» RECORDS FOR PROCESSING
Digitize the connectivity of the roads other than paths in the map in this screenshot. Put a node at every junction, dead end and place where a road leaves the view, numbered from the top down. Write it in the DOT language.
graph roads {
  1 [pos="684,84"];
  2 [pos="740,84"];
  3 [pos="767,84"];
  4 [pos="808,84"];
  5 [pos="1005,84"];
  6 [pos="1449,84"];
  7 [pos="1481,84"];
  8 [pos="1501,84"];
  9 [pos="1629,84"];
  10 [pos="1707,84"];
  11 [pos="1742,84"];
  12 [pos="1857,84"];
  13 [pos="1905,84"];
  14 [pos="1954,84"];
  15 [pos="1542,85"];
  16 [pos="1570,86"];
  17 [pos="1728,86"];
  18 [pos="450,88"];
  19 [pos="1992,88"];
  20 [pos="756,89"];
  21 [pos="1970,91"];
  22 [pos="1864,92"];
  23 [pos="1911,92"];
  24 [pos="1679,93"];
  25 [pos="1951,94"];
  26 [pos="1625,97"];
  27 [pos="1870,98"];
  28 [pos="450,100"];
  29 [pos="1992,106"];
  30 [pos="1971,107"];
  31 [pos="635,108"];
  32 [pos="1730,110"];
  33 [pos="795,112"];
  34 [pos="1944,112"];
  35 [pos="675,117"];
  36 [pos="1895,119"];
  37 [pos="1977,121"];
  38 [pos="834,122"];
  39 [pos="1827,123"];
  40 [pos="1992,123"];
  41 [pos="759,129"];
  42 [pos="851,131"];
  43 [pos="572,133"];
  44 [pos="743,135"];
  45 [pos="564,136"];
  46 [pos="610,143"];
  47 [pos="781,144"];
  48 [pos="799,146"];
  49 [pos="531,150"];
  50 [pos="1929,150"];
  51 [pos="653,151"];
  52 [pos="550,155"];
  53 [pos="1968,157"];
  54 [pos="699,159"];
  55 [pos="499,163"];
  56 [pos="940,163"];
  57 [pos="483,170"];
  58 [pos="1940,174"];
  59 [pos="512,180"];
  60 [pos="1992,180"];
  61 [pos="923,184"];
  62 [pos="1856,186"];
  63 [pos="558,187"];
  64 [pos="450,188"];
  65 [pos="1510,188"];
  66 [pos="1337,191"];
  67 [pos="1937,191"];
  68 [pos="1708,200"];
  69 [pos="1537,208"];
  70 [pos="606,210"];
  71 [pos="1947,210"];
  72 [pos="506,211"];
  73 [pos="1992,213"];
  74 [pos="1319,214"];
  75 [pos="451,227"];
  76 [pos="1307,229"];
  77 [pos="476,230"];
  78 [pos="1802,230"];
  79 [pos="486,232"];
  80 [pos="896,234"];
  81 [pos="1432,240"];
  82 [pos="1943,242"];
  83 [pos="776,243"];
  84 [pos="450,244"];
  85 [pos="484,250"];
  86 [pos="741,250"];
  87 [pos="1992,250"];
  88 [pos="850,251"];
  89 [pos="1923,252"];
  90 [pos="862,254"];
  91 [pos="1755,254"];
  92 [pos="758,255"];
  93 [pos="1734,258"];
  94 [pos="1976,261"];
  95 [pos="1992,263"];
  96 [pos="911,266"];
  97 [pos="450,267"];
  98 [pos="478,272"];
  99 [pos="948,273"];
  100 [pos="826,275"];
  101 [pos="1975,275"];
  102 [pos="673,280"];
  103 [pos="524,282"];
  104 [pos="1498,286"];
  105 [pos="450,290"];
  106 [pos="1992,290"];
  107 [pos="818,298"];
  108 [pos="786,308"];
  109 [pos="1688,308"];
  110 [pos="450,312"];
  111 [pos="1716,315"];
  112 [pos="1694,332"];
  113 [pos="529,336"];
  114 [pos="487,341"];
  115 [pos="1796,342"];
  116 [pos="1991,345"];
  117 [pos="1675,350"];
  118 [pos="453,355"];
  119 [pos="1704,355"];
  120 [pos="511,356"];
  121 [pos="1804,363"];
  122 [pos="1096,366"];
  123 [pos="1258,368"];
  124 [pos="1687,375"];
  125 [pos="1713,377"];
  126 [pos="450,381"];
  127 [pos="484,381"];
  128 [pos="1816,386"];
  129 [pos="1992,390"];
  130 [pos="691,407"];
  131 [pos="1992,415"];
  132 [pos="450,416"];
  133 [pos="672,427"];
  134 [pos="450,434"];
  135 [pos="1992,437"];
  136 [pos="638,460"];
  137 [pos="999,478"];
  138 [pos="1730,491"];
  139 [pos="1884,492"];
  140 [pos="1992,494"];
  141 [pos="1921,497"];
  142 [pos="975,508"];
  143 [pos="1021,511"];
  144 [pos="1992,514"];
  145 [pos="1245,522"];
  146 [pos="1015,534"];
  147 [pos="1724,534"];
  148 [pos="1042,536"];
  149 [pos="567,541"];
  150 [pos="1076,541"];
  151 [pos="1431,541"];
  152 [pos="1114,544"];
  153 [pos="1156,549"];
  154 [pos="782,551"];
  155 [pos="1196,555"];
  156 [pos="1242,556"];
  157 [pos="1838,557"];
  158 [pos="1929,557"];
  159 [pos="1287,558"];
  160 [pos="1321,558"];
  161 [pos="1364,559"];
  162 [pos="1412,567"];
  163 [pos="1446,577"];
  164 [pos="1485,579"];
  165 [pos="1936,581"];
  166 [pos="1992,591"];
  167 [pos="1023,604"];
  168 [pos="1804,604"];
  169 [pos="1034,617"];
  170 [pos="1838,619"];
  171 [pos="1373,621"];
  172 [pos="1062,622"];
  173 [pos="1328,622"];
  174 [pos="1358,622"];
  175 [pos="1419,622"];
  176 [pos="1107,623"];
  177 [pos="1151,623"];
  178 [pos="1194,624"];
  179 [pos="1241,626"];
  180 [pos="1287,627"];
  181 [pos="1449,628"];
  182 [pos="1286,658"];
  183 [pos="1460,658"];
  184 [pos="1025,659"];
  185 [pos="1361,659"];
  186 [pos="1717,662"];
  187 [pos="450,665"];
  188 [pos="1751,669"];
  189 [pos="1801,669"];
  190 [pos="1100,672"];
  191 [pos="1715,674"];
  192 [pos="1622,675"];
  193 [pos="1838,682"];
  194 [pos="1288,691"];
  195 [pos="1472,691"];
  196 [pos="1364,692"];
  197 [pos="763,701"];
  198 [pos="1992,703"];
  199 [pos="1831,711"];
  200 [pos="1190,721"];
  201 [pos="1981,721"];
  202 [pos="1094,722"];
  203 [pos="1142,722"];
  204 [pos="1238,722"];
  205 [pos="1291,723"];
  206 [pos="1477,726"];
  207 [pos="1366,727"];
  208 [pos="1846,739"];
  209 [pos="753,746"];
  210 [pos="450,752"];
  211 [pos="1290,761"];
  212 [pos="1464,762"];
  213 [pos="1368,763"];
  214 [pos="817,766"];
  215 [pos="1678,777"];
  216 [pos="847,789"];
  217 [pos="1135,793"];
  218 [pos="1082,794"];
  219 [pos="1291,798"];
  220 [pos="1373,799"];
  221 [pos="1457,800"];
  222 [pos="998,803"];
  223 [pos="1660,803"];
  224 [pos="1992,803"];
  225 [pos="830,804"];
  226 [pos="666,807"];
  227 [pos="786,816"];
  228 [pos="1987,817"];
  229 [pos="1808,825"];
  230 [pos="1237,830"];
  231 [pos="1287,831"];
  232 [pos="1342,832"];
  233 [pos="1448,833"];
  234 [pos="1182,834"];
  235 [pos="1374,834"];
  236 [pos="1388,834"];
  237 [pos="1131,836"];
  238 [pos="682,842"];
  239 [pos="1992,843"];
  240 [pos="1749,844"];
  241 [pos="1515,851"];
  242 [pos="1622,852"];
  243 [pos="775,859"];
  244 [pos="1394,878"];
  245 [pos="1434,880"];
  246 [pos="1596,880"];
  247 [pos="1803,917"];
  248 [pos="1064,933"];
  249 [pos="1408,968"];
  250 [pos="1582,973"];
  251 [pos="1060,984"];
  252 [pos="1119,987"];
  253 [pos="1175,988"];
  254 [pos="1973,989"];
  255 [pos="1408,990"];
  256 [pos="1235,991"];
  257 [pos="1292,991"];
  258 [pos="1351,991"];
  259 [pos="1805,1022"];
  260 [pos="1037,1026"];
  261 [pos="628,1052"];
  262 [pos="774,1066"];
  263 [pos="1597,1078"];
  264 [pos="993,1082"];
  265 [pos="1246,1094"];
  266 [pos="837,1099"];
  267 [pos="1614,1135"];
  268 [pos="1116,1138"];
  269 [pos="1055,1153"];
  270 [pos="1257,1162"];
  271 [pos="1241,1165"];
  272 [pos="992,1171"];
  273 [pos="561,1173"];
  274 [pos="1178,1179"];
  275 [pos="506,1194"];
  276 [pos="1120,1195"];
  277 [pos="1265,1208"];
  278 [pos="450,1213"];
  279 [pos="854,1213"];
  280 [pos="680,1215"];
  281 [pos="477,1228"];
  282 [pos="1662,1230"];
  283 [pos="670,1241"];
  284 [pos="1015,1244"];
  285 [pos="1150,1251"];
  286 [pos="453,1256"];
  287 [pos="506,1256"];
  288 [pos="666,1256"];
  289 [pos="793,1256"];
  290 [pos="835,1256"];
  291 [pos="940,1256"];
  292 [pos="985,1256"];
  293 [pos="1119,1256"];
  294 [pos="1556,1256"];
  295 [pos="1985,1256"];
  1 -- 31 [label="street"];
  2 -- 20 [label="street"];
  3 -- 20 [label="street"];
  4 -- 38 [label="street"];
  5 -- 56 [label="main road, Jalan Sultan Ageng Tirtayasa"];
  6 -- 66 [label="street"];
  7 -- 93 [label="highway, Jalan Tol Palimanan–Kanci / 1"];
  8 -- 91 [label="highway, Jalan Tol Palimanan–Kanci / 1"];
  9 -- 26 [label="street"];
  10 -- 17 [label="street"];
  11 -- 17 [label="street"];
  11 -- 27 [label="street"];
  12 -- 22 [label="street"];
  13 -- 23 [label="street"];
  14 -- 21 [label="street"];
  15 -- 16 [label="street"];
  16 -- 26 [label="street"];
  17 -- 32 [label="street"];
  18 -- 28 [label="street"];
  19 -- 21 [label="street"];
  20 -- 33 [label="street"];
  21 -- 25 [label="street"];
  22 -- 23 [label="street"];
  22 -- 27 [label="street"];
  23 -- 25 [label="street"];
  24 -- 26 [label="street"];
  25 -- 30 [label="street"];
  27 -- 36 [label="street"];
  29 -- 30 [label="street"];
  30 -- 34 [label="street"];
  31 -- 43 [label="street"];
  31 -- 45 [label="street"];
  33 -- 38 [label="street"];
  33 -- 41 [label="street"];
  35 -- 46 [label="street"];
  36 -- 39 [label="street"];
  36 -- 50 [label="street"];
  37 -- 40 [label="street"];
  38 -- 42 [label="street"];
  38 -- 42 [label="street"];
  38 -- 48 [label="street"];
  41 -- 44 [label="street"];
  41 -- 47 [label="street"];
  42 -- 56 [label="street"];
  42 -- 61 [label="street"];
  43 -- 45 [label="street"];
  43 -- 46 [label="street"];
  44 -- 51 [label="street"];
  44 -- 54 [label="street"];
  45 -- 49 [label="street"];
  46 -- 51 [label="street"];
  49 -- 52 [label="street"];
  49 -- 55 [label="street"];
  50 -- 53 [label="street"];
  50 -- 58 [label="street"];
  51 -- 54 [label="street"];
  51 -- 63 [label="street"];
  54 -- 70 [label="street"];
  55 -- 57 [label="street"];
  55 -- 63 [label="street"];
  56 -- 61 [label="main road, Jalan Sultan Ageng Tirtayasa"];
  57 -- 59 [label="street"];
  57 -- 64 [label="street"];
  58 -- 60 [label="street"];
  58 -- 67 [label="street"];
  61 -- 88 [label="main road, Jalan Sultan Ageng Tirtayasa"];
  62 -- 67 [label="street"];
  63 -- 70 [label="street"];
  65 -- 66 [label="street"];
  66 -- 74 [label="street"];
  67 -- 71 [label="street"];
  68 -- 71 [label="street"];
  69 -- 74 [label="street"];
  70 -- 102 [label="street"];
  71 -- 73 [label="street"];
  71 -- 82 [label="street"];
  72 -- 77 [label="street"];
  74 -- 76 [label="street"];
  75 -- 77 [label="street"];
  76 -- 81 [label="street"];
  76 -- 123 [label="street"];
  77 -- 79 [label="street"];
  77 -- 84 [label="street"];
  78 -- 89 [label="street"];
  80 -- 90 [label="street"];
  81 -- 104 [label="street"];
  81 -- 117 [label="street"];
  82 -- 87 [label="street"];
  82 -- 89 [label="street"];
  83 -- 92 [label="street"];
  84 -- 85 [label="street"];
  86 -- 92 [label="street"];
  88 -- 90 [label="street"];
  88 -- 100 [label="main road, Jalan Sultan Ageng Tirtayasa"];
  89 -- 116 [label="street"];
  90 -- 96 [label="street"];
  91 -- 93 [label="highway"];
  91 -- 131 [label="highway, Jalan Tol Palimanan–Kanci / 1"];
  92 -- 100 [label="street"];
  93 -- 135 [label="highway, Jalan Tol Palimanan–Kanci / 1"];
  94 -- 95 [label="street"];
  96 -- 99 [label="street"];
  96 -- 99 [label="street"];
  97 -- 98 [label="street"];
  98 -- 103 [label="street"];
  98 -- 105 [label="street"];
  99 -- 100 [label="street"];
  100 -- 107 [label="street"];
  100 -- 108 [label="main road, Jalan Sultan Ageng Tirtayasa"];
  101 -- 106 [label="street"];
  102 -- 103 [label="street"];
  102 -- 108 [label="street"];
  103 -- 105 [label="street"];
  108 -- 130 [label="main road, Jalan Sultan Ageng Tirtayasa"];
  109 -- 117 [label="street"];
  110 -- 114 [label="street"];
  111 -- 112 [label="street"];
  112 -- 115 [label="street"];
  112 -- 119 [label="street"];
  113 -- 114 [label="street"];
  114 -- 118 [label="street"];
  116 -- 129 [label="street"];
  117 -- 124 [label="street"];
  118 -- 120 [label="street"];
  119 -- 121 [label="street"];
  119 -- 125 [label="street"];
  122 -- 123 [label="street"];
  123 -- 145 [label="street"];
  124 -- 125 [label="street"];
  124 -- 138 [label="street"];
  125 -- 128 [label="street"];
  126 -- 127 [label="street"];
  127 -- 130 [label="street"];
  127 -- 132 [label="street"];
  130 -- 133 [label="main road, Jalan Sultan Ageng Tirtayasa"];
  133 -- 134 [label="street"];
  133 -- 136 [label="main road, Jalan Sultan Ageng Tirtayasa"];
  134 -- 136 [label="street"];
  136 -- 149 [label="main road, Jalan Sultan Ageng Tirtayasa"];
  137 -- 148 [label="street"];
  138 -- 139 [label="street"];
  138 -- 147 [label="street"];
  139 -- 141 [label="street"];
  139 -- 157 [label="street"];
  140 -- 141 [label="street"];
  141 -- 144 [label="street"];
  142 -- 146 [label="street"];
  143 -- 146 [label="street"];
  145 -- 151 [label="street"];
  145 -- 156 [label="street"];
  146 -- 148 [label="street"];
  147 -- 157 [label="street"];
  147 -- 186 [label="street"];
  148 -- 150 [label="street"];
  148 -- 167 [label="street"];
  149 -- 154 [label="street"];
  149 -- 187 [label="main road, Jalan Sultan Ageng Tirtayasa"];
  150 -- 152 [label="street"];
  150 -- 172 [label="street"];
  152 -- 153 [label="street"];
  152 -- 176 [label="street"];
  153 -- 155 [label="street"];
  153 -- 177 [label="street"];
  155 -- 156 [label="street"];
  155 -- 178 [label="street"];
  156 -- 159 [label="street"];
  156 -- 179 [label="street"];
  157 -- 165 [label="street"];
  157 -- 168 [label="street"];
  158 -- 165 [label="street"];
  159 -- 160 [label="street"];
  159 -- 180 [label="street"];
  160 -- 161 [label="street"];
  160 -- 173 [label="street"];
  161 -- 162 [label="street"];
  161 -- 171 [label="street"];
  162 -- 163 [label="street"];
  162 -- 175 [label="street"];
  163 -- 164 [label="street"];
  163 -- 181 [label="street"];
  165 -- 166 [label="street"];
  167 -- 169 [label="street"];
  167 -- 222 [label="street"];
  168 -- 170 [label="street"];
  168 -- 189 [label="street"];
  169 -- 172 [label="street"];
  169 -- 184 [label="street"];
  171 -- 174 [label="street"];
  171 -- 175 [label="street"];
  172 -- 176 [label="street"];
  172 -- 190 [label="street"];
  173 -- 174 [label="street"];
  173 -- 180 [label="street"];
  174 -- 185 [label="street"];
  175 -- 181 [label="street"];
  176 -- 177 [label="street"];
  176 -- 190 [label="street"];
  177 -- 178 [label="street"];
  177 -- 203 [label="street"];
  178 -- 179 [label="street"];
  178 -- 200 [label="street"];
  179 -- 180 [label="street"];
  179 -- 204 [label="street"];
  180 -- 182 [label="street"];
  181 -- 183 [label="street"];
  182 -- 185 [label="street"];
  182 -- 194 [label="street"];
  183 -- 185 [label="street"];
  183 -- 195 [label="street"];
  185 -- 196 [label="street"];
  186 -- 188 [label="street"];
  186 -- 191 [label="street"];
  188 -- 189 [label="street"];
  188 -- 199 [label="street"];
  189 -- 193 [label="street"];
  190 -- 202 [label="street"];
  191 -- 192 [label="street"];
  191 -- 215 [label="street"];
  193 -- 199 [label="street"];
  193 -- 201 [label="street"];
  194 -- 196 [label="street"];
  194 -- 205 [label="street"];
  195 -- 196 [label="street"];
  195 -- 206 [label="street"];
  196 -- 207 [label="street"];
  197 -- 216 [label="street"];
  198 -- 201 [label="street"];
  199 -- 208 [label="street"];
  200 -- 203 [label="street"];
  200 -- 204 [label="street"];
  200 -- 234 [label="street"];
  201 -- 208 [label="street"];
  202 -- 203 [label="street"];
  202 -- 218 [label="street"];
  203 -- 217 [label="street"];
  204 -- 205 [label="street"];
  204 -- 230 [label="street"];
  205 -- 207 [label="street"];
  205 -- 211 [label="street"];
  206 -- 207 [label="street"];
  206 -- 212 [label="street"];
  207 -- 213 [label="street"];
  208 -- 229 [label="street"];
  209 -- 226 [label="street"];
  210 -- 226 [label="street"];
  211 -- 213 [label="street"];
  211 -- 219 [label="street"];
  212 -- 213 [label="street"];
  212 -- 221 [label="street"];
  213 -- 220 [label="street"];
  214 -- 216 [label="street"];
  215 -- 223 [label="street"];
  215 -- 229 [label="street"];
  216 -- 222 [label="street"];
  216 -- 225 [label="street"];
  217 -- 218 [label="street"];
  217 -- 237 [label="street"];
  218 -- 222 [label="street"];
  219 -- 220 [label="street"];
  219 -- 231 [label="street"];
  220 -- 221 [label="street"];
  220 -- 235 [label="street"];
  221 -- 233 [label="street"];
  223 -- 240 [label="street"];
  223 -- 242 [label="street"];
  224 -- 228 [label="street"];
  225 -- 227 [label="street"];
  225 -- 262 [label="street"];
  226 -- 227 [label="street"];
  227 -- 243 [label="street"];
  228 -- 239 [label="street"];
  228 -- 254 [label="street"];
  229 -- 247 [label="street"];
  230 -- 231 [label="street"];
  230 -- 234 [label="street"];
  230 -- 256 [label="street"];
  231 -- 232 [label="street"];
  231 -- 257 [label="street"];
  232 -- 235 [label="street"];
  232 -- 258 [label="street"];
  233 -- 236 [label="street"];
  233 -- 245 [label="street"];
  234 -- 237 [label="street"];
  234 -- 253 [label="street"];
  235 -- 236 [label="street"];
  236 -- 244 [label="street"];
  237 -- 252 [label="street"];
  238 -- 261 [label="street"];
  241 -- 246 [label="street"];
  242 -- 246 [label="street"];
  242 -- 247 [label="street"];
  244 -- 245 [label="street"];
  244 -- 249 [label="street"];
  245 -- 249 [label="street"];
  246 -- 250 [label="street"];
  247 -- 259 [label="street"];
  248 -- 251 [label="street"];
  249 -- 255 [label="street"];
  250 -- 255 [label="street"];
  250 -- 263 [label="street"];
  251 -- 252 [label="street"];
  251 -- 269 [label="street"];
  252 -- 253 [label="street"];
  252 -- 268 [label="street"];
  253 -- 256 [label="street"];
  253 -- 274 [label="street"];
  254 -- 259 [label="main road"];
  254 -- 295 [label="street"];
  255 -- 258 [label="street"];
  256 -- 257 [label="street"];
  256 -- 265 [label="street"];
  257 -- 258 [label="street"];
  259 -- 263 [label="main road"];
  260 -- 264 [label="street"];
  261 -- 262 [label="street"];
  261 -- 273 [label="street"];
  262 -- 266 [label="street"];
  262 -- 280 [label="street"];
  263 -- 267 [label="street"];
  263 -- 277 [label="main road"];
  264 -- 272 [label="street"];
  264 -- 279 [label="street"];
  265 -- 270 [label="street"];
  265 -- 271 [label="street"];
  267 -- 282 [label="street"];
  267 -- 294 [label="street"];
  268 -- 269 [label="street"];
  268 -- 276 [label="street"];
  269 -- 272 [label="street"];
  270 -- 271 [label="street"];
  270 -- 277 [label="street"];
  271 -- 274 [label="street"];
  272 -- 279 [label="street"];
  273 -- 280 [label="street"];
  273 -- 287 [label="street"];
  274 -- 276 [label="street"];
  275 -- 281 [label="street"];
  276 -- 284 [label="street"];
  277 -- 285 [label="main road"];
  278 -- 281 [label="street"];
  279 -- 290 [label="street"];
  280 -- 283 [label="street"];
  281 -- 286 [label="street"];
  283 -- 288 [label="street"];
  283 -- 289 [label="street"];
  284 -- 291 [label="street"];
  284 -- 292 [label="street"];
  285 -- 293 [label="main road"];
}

» TASK STATEMENT
Scan the records above for the word "Tirtayasa". Show each line in which it appears.

» TASK ANSWER
  5 -- 56 [label="main road, Jalan Sultan Ageng Tirtayasa"];
  56 -- 61 [label="main road, Jalan Sultan Ageng Tirtayasa"];
  61 -- 88 [label="main road, Jalan Sultan Ageng Tirtayasa"];
  88 -- 100 [label="main road, Jalan Sultan Ageng Tirtayasa"];
  100 -- 108 [label="main road, Jalan Sultan Ageng Tirtayasa"];
  108 -- 130 [label="main road, Jalan Sultan Ageng Tirtayasa"];
  130 -- 133 [label="main road, Jalan Sultan Ageng Tirtayasa"];
  133 -- 136 [label="main road, Jalan Sultan Ageng Tirtayasa"];
  136 -- 149 [label="main road, Jalan Sultan Ageng Tirtayasa"];
  149 -- 187 [label="main road, Jalan Sultan Ageng Tirtayasa"];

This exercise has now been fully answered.